I think I understand the disconnect here, so let me try and describe it.
Suppose I have certain values, and preferences, which I endorse upon reflection; I am satisfied with what I value, in other words. Say that I enjoy physical activity, especially rock climbing and hiking; and I enjoy listening to [what I consider to be] good music; and I like writing poetry; and I enjoy fine dining (in particularly, exploring new cuisines); and say that I especially like doing this together with my friends, whom I respect and whose company I enjoy. I endorse these values; I take them to be part of who I am, and to develop the virtues I consider important.

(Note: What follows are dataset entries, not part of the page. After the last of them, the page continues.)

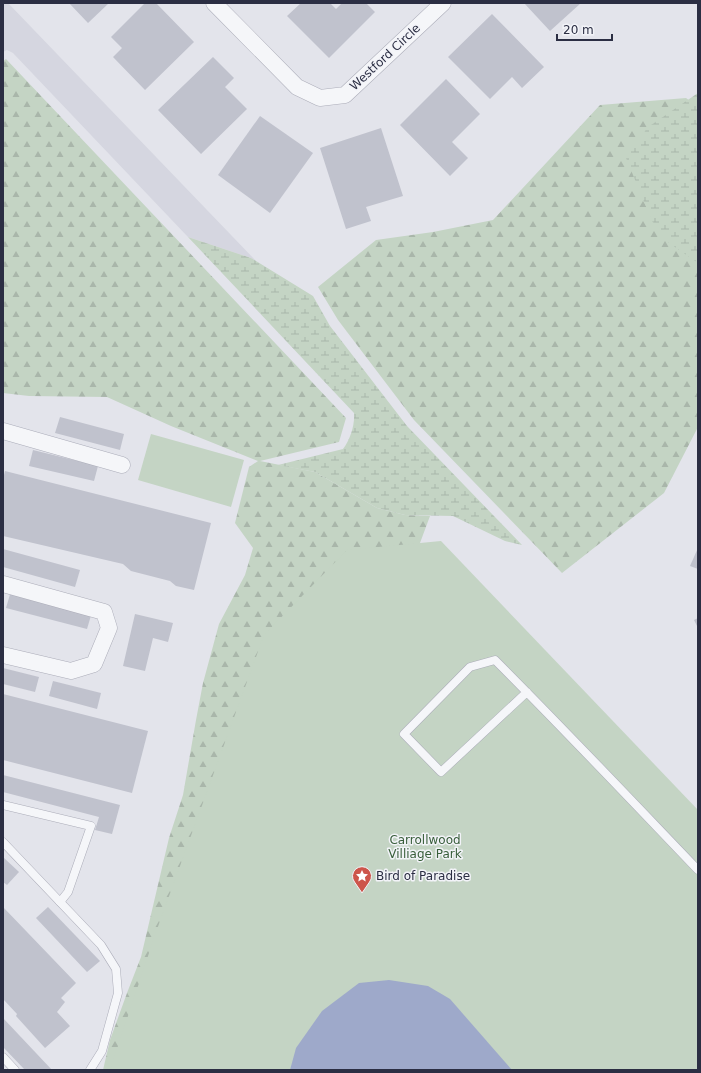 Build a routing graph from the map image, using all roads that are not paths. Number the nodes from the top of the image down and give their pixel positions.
1 (214, 3) edge
2 (444, 3) edge
3 (3, 431) edge
4 (122, 465) dead end
5 (3, 584) edge
6 (3, 655) edge
7 (527, 692) junction
8 (3, 805) edge
9 (3, 842) edge
10 (698, 870) edge
11 (60, 902) junction
12 (3, 1057) edge
13 (15, 1070) edge
14 (90, 1070) edge

1 - 2 street, Westford Circle
3 - 4 street
5 - 6 street
7 - 7 lane
7 - 10 lane
8 - 11 lane
9 - 11 lane
11 - 14 lane
12 - 13 lane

Suppose that I go on a hike with a good friend of mine. I will enjoy this activity, yes? I will think that it’s really great, won’t I? Suppose we schedule the hike and my friend has to cancel—wouldn’t I be disappointed? That sounds like a “strong emotional attachment”… likewise if I were working on some verse which wasn’t coming together, etc. And is this bad? It doesn’t seem bad; after all, these really are my values; these are my true preferences; I endorse them; thus my “strong emotional attachment” to these activities, my judgment of them as being really great, is true.
Now suppose I go and engage in some activity which has nothing to do with my values and preferences, and is, perhaps, even anti-endorsed. Maybe I take some drugs. Maybe I get hypnotized. Whatever it is, I have no reason to endorse it; it forms no part of my identity, nor do I wish it to; it develops no virtues; were I to meet someone else who did this thing, I would not respect them more for it (in fact I’d probably respect them less).

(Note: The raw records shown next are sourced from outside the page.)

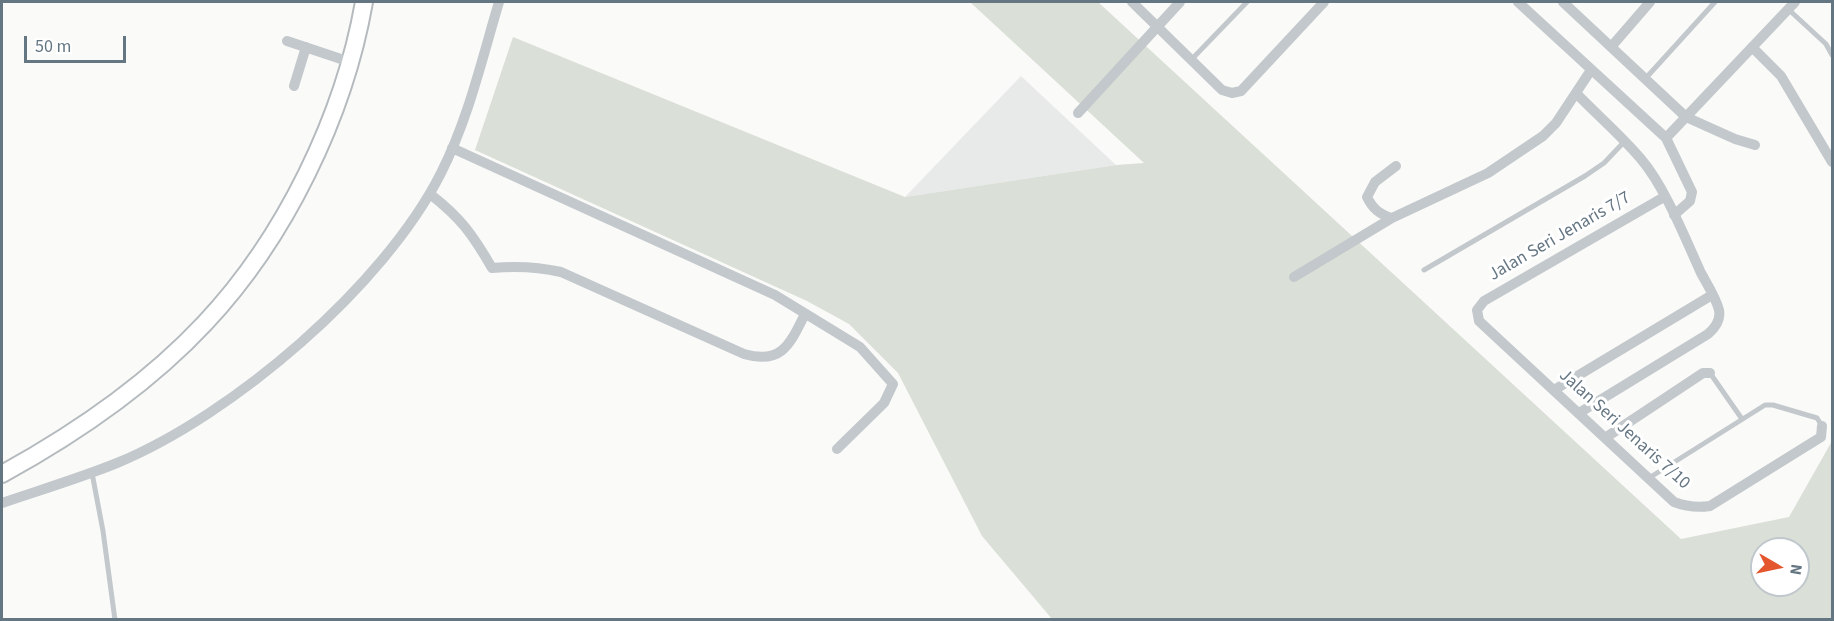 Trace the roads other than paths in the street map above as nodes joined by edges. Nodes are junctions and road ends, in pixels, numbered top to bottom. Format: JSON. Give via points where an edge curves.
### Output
{"nodes":[{"id":1,"x":364,"y":2,"type":"edge"},
{"id":2,"x":499,"y":2,"type":"edge"},
{"id":3,"x":1132,"y":2,"type":"edge"},
{"id":4,"x":1180,"y":2,"type":"edge"},
{"id":5,"x":1247,"y":2,"type":"edge"},
{"id":6,"x":1324,"y":2,"type":"edge"},
{"id":7,"x":1518,"y":2,"type":"edge"},
{"id":8,"x":1650,"y":2,"type":"edge"},
{"id":9,"x":1715,"y":2,"type":"edge"},
{"id":10,"x":1567,"y":3,"type":"edge"},
{"id":11,"x":1791,"y":5,"type":"edge"},
{"id":12,"x":1158,"y":27,"type":"junction"},
{"id":13,"x":287,"y":41,"type":"dead end"},
{"id":14,"x":306,"y":46,"type":"junction"},
{"id":15,"x":1611,"y":46,"type":"junction"},
{"id":16,"x":1752,"y":47,"type":"junction"},
{"id":17,"x":1833,"y":55,"type":"edge"},
{"id":18,"x":1191,"y":60,"type":"junction"},
{"id":19,"x":350,"y":62,"type":"junction"},
{"id":20,"x":1591,"y":70,"type":"junction"},
{"id":21,"x":1646,"y":79,"type":"junction"},
{"id":22,"x":294,"y":86,"type":"dead end"},
{"id":23,"x":1576,"y":93,"type":"junction"},
{"id":24,"x":1077,"y":113,"type":"dead end"},
{"id":25,"x":1686,"y":117,"type":"junction"},
{"id":26,"x":1666,"y":138,"type":"junction"},
{"id":27,"x":1624,"y":142,"type":"junction"},
{"id":28,"x":1755,"y":144,"type":"dead end"},
{"id":29,"x":452,"y":148,"type":"junction"},
{"id":30,"x":1833,"y":162,"type":"edge"},
{"id":31,"x":1396,"y":166,"type":"dead end"},
{"id":32,"x":430,"y":194,"type":"junction"},
{"id":33,"x":1664,"y":197,"type":"junction"},
{"id":34,"x":1674,"y":215,"type":"junction"},
{"id":35,"x":1392,"y":218,"type":"junction"},
{"id":36,"x":1424,"y":270,"type":"dead end"},
{"id":37,"x":1294,"y":277,"type":"dead end"},
{"id":38,"x":1712,"y":295,"type":"junction"},
{"id":39,"x":1477,"y":310,"type":"joint"},
{"id":40,"x":805,"y":314,"type":"junction"},
{"id":41,"x":1710,"y":373,"type":"joint"},
{"id":42,"x":1554,"y":390,"type":"junction"},
{"id":43,"x":1579,"y":414,"type":"junction"},
{"id":44,"x":1742,"y":419,"type":"junction"},
{"id":45,"x":1822,"y":426,"type":"joint"},
{"id":46,"x":1605,"y":438,"type":"junction"},
{"id":47,"x":837,"y":449,"type":"dead end"},
{"id":48,"x":92,"y":471,"type":"junction"},
{"id":49,"x":2,"y":474,"type":"edge"},
{"id":50,"x":1649,"y":478,"type":"junction"},
{"id":51,"x":2,"y":503,"type":"edge"},
{"id":52,"x":115,"y":620,"type":"edge"}],
"edges":[{"from":1,"to":19,"type":"main road"},
{"from":2,"to":29,"type":"street"},
{"from":3,"to":12,"type":"street"},
{"from":4,"to":12,"type":"street"},
{"from":5,"to":18,"type":"lane"},
{"from":6,"to":18,"type":"street","via":[[1242,91],[1222,90]]},
{"from":7,"to":20,"type":"street"},
{"from":8,"to":15,"type":"street"},
{"from":9,"to":21,"type":"lane"},
{"from":10,"to":15,"type":"street"},
{"from":11,"to":16,"type":"street"},
{"from":11,"to":17,"type":"lane"},
{"from":12,"to":18,"type":"street"},
{"from":12,"to":24,"type":"street"},
{"from":13,"to":14,"type":"street"},
{"from":14,"to":19,"type":"street"},
{"from":14,"to":22,"type":"street"},
{"from":15,"to":21,"type":"street"},
{"from":16,"to":25,"type":"street"},
{"from":16,"to":30,"type":"street","via":[[1781,76]]},
{"from":19,"to":49,"type":"main road","via":[[301,186],[261,250],[206,322],[163,364],[113,402],[60,440]]},
{"from":20,"to":23,"type":"street"},
{"from":20,"to":26,"type":"street"},
{"from":21,"to":25,"type":"street"},
{"from":23,"to":27,"type":"street"},
{"from":23,"to":35,"type":"street","via":[[1556,123],[1525,149],[1488,173]]},
{"from":25,"to":26,"type":"street"},
{"from":25,"to":28,"type":"street"},
{"from":26,"to":34,"type":"street","via":[[1692,192],[1690,201]]},
{"from":27,"to":33,"type":"street","via":[[1641,159]]},
{"from":27,"to":36,"type":"lane","via":[[1585,176]]},
{"from":29,"to":32,"type":"street"},
{"from":29,"to":40,"type":"street","via":[[775,295]]},
{"from":31,"to":35,"type":"street","via":[[1375,182],[1367,197],[1380,215]]},
{"from":32,"to":40,"type":"street","via":[[454,213],[492,268],[561,272],[744,354],[771,357],[782,351]]},
{"from":32,"to":48,"type":"street","via":[[362,283],[297,346],[200,419],[153,446]]},
{"from":33,"to":34,"type":"street"},
{"from":33,"to":39,"type":"street","name":"Jalan Seri Jenaris 7/7","via":[[1484,301]]},
{"from":34,"to":38,"type":"street"},
{"from":35,"to":37,"type":"street"},
{"from":38,"to":42,"type":"street"},
{"from":38,"to":43,"type":"street","via":[[1719,310],[1713,329]]},
{"from":39,"to":42,"type":"street","name":"Jalan Seri Jenaris 7/10","via":[[1479,321]]},
{"from":40,"to":47,"type":"street","via":[[860,347],[893,384],[884,403]]},
{"from":41,"to":44,"type":"lane"},
{"from":41,"to":46,"type":"street","via":[[1703,373]]},
{"from":42,"to":43,"type":"street","name":"Jalan Seri Jenaris 7/10"},
{"from":43,"to":46,"type":"street","name":"Jalan Seri Jenaris 7/10"},
{"from":44,"to":45,"type":"lane","via":[[1773,405],[1817,418]]},
{"from":44,"to":50,"type":"lane"},
{"from":45,"to":50,"type":"street","name":"Jalan Seri Jenaris 7/10","via":[[1821,437],[1710,506],[1694,508],[1674,502]]},
{"from":46,"to":50,"type":"street","name":"Jalan Seri Jenaris 7/10"},
{"from":48,"to":51,"type":"street"},
{"from":48,"to":52,"type":"lane"}]}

And yet, the activity feels good; it produces a strong emotional attachment; I come away thinking that it’s really great. In this case, that feeling, that attachment, that evaluation, is false.
In short: the idea is that Circling is wireheading.
(Of course, I don’t speak for PDV, so maybe what I say is not descriptive of his reasons; but it does describe, to a large extent, my views on the matter.)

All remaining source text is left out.